The US dollar is set to recover some of its earlier losses versus the Australian currency this week, as investor sentiment turned sour from earlier released economic data. Chinese inflation was reported to have quickened more than expected, spurring investor concerns and weakening the Aussie in turn.
After reporting yesterday that imports rose to a record in the world’s second largest economy’s biggest overseas market, Asian shares fell earlier today as a pick-up in Chinese inflation prompted profit taking. Chinese inflation rose 2.5 percent in December, overshooting expectations and dampening the chance for further policy easing as the nation recovers.
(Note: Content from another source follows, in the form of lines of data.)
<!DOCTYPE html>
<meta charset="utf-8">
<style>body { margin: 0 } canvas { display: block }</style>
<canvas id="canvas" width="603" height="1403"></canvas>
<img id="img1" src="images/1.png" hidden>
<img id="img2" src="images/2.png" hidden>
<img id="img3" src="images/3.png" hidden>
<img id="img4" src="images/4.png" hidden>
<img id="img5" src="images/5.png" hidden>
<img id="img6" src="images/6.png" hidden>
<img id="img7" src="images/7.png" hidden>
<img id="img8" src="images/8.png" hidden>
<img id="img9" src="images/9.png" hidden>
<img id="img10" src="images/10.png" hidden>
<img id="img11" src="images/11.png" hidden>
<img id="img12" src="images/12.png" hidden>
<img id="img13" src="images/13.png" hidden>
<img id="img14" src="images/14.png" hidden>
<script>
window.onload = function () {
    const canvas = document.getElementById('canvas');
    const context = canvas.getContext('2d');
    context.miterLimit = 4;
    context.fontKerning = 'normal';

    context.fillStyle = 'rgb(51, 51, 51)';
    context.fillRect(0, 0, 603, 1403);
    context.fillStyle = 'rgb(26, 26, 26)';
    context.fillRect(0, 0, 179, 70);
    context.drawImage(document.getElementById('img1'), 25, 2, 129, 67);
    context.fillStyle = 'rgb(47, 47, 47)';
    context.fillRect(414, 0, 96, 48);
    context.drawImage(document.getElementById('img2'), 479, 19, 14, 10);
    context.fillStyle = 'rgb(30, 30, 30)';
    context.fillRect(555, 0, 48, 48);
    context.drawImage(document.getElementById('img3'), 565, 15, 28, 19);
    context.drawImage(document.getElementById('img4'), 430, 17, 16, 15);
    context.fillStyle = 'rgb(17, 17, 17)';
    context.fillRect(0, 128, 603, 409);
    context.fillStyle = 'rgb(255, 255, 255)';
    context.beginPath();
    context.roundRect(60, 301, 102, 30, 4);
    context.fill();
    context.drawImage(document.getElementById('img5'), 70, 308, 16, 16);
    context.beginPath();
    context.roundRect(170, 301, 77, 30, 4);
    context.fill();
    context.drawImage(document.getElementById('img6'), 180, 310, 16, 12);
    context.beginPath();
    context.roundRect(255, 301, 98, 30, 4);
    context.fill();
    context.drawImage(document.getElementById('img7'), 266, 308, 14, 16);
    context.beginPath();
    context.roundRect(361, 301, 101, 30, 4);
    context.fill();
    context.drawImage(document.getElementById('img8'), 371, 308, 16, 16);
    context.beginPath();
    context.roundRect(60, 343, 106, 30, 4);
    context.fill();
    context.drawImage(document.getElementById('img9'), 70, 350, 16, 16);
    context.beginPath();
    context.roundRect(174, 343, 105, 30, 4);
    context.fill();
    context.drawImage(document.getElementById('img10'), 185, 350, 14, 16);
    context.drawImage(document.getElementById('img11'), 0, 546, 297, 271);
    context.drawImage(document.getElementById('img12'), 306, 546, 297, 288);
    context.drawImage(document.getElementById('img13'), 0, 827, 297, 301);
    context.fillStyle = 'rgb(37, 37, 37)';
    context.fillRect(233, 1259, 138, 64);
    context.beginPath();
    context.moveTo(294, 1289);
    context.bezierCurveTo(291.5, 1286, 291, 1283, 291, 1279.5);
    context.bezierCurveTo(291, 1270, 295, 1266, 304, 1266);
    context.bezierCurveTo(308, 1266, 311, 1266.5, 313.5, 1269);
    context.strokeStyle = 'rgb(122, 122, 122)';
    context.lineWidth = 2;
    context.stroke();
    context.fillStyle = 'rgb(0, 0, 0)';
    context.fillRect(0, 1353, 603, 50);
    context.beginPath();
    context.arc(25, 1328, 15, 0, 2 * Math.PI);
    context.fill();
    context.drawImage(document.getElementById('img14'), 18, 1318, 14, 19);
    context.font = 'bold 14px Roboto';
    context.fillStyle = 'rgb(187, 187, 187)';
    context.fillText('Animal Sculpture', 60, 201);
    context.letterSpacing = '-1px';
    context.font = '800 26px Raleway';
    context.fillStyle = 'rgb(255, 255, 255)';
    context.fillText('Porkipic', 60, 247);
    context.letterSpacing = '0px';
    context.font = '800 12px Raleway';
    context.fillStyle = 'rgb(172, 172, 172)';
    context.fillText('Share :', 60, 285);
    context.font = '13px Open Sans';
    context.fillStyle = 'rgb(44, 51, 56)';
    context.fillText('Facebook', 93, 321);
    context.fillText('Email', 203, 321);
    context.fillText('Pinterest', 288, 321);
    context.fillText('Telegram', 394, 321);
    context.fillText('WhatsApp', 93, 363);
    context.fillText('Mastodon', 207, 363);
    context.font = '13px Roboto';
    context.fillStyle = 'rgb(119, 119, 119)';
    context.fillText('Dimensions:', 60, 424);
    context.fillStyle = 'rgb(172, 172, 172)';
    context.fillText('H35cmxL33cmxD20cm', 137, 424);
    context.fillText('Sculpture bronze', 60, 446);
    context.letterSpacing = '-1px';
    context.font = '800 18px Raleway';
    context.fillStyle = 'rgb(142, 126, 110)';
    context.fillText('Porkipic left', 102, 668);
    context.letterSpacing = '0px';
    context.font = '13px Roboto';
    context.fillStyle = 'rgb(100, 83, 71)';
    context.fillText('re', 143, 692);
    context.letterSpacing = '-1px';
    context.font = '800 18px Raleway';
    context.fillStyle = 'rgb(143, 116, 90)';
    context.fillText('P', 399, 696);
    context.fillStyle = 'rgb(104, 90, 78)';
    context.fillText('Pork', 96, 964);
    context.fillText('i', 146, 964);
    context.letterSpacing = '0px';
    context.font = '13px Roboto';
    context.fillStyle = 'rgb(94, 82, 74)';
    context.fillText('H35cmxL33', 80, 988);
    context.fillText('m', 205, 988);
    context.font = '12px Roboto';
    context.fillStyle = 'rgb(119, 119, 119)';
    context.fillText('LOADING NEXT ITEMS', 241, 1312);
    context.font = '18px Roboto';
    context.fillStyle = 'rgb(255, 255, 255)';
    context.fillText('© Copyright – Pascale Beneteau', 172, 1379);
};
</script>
The Australian dollar pulled back from along the 1.0596 level as technical indicators signaled that gains in the currency could have been too rapid. The Aussie continues to struggle against the 1.0600 resistance and is likely to go into a technical correction.
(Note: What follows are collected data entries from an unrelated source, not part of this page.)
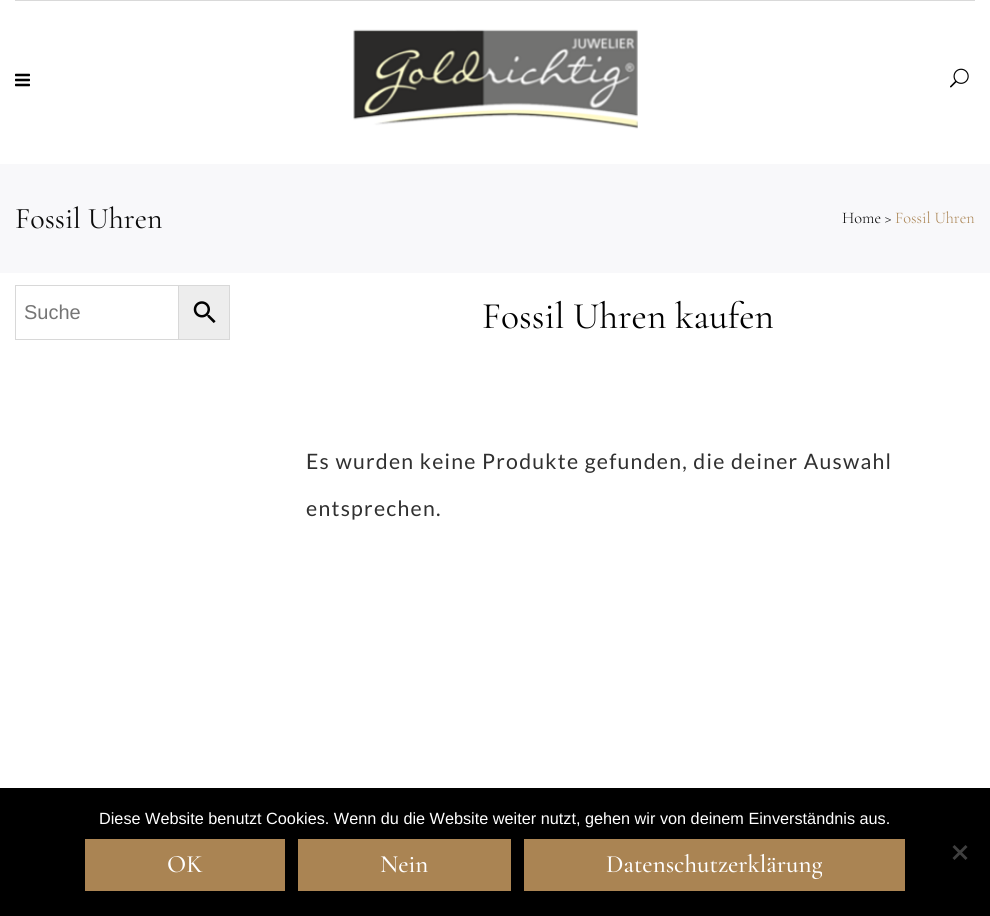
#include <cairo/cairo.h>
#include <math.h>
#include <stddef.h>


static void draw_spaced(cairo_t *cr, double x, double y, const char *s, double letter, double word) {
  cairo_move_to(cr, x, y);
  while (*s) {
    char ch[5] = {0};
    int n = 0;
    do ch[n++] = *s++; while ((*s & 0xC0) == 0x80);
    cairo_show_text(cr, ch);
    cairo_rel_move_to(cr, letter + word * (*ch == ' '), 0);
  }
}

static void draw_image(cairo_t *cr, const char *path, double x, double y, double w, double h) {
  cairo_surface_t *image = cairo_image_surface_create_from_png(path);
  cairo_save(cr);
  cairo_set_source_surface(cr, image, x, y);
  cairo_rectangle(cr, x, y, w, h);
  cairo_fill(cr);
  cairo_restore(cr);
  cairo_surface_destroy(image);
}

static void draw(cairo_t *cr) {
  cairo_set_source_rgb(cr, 1, 1, 1);
  cairo_paint(cr);
  cairo_set_source_rgb(cr, 217 / 255.0, 217 / 255.0, 217 / 255.0);
  cairo_rectangle(cr, 15, 0, 960, 1);
  cairo_fill(cr);
  draw_image(cr, "images/1.png", 15, 73, 15, 14);
  draw_image(cr, "images/2.png", 353, 29, 285, 100);
  draw_image(cr, "images/3.png", 950, 68, 19, 20);
  cairo_set_source_rgb(cr, 248 / 255.0, 248 / 255.0, 250 / 255.0);
  cairo_rectangle(cr, 0, 164, 990, 109);
  cairo_fill(cr);
  cairo_set_source_rgb(cr, 237 / 255.0, 237 / 255.0, 237 / 255.0);
  cairo_rectangle(cr, 178.5, 285.5, 51, 54);
  cairo_fill_preserve(cr);
  cairo_set_source_rgb(cr, 216 / 255.0, 216 / 255.0, 216 / 255.0);
  cairo_set_line_width(cr, 1);
  cairo_stroke(cr);
  cairo_rectangle(cr, 15.5, 285.5, 163, 54);
  cairo_stroke(cr);
  draw_image(cr, "images/4.png", 193, 301, 23, 22);
  cairo_set_source_rgb(cr, 0, 0, 0);
  cairo_rectangle(cr, 0, 788, 990, 128);
  cairo_fill(cr);
  cairo_set_source_rgb(cr, 170 / 255.0, 132 / 255.0, 83 / 255.0);
  cairo_rectangle(cr, 85, 839, 200, 52);
  cairo_fill(cr);
  cairo_rectangle(cr, 298, 839, 213, 52);
  cairo_fill(cr);
  cairo_rectangle(cr, 524, 839, 381, 52);
  cairo_fill(cr);
  cairo_set_source_rgb(cr, 64 / 255.0, 64 / 255.0, 64 / 255.0);
  cairo_new_path(cr);
  cairo_move_to(cr, 965.5, 845);
  cairo_line_to(cr, 967.5, 847);
  cairo_line_to(cr, 954.5, 860);
  cairo_line_to(cr, 952.5, 858);
  cairo_close_path(cr);
  cairo_fill(cr);
  cairo_new_path(cr);
  cairo_move_to(cr, 952.5, 847);
  cairo_line_to(cr, 954.5, 845);
  cairo_line_to(cr, 967.5, 858);
  cairo_line_to(cr, 965.5, 860);
  cairo_close_path(cr);
  cairo_fill(cr);
  cairo_select_font_face(cr, "Cormorant Garamond", CAIRO_FONT_SLANT_NORMAL, CAIRO_FONT_WEIGHT_NORMAL);
  cairo_set_font_size(cr, 30);
  cairo_set_source_rgb(cr, 10 / 255.0, 10 / 255.0, 10 / 255.0);
  cairo_move_to(cr, 15, 228);
  cairo_show_text(cr, "Fossil Uhren");
  cairo_select_font_face(cr, "Cormorant Garamond Light", CAIRO_FONT_SLANT_NORMAL, CAIRO_FONT_WEIGHT_NORMAL);
  cairo_set_font_size(cr, 16.25);
  cairo_set_source_rgb(cr, 0, 0, 0);
  cairo_move_to(cr, 842, 223);
  cairo_show_text(cr, "Home >");
  cairo_set_source_rgb(cr, 170 / 255.0, 132 / 255.0, 83 / 255.0);
  cairo_move_to(cr, 895, 223);
  cairo_show_text(cr, "Fossil Uhren");
  cairo_select_font_face(cr, "Liberation Sans", CAIRO_FONT_SLANT_NORMAL, CAIRO_FONT_WEIGHT_NORMAL);
  cairo_set_font_size(cr, 20);
  cairo_set_source_rgb(cr, 117 / 255.0, 117 / 255.0, 117 / 255.0);
  cairo_move_to(cr, 24, 319);
  cairo_show_text(cr, "Suche");
  cairo_select_font_face(cr, "Cormorant Garamond", CAIRO_FONT_SLANT_NORMAL, CAIRO_FONT_WEIGHT_NORMAL);
  cairo_set_font_size(cr, 37.5);
  cairo_set_source_rgb(cr, 0, 0, 0);
  cairo_move_to(cr, 482, 328);
  cairo_show_text(cr, "Fossil Uhren kaufen");
  cairo_select_font_face(cr, "Lato", CAIRO_FONT_SLANT_NORMAL, CAIRO_FONT_WEIGHT_NORMAL);
  cairo_set_font_size(cr, 21.25);
  cairo_set_source_rgb(cr, 48 / 255.0, 48 / 255.0, 48 / 255.0);
  draw_spaced(cr, 306, 469, "Es wurden keine Produkte gefunden, die deiner Auswahl", 1.25, 0);
  draw_spaced(cr, 306, 516, "entsprechen.", 1.25, 0);
  cairo_select_font_face(cr, "Liberation Sans", CAIRO_FONT_SLANT_NORMAL, CAIRO_FONT_WEIGHT_NORMAL);
  cairo_set_font_size(cr, 16.25);
  cairo_set_source_rgb(cr, 1, 1, 1);
  cairo_move_to(cr, 99, 824);
  cairo_show_text(cr, "Diese Website benutzt Cookies. Wenn du die Website weiter nutzt, gehen wir von deinem Einverständnis aus.");
  cairo_select_font_face(cr, "Cormorant Garamond Medium", CAIRO_FONT_SLANT_NORMAL, CAIRO_FONT_WEIGHT_NORMAL);
  cairo_set_font_size(cr, 25);
  cairo_move_to(cr, 167, 872);
  cairo_show_text(cr, "OK");
  cairo_move_to(cr, 380, 872);
  cairo_show_text(cr, "Nein");
  cairo_move_to(cr, 606, 872);
  cairo_show_text(cr, "Datenschutzerklärung");
}

int main(void) {
  cairo_surface_t *surface = cairo_image_surface_create(CAIRO_FORMAT_RGB24, 990, 916);
  cairo_t *cr = cairo_create(surface);
  cairo_font_options_t *options = cairo_font_options_create();
  cairo_font_options_set_hint_metrics(options, CAIRO_HINT_METRICS_OFF);
  cairo_font_options_set_hint_style(options, CAIRO_HINT_STYLE_NONE);
  cairo_set_font_options(cr, options);
  cairo_set_miter_limit(cr, 4);
  draw(cr);
  cairo_surface_write_to_png(surface, "out.png");
  cairo_font_options_destroy(options);
  cairo_destroy(cr);
  cairo_surface_destroy(surface);
  return 0;
}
Back on American soil, the advance figure for seasonally adjusted initial claims for the week ending January 5 was 371,000, an increase of 4,000 from the previous week’s revised figure of 367,000. The 4-week moving average was 365,750, an increase of 6,750 from the previous week’s revised average of 359,000.
Also, the trade deficit in the US is perceived to have narrowed in November as fuel imports dropped and exports rebounded. According to the median forecast of economists, the trade gap shrank to $41.1 Billion from October’s $42.2 Bllion. Sustained job gains and the drop in oil prices that is helping to reduce the import bill are boosting the buying power of US households, thereby giving the world’s largest economy a lift. Though unlikely to buoy the demand for the Greenback, this could limit the bearish prospects of the Aussie today.
Considering these fundamental data, a short position is advised for the AUDUSD. Again, be cautious of the day’s trades and look out for probable spikes in price activity.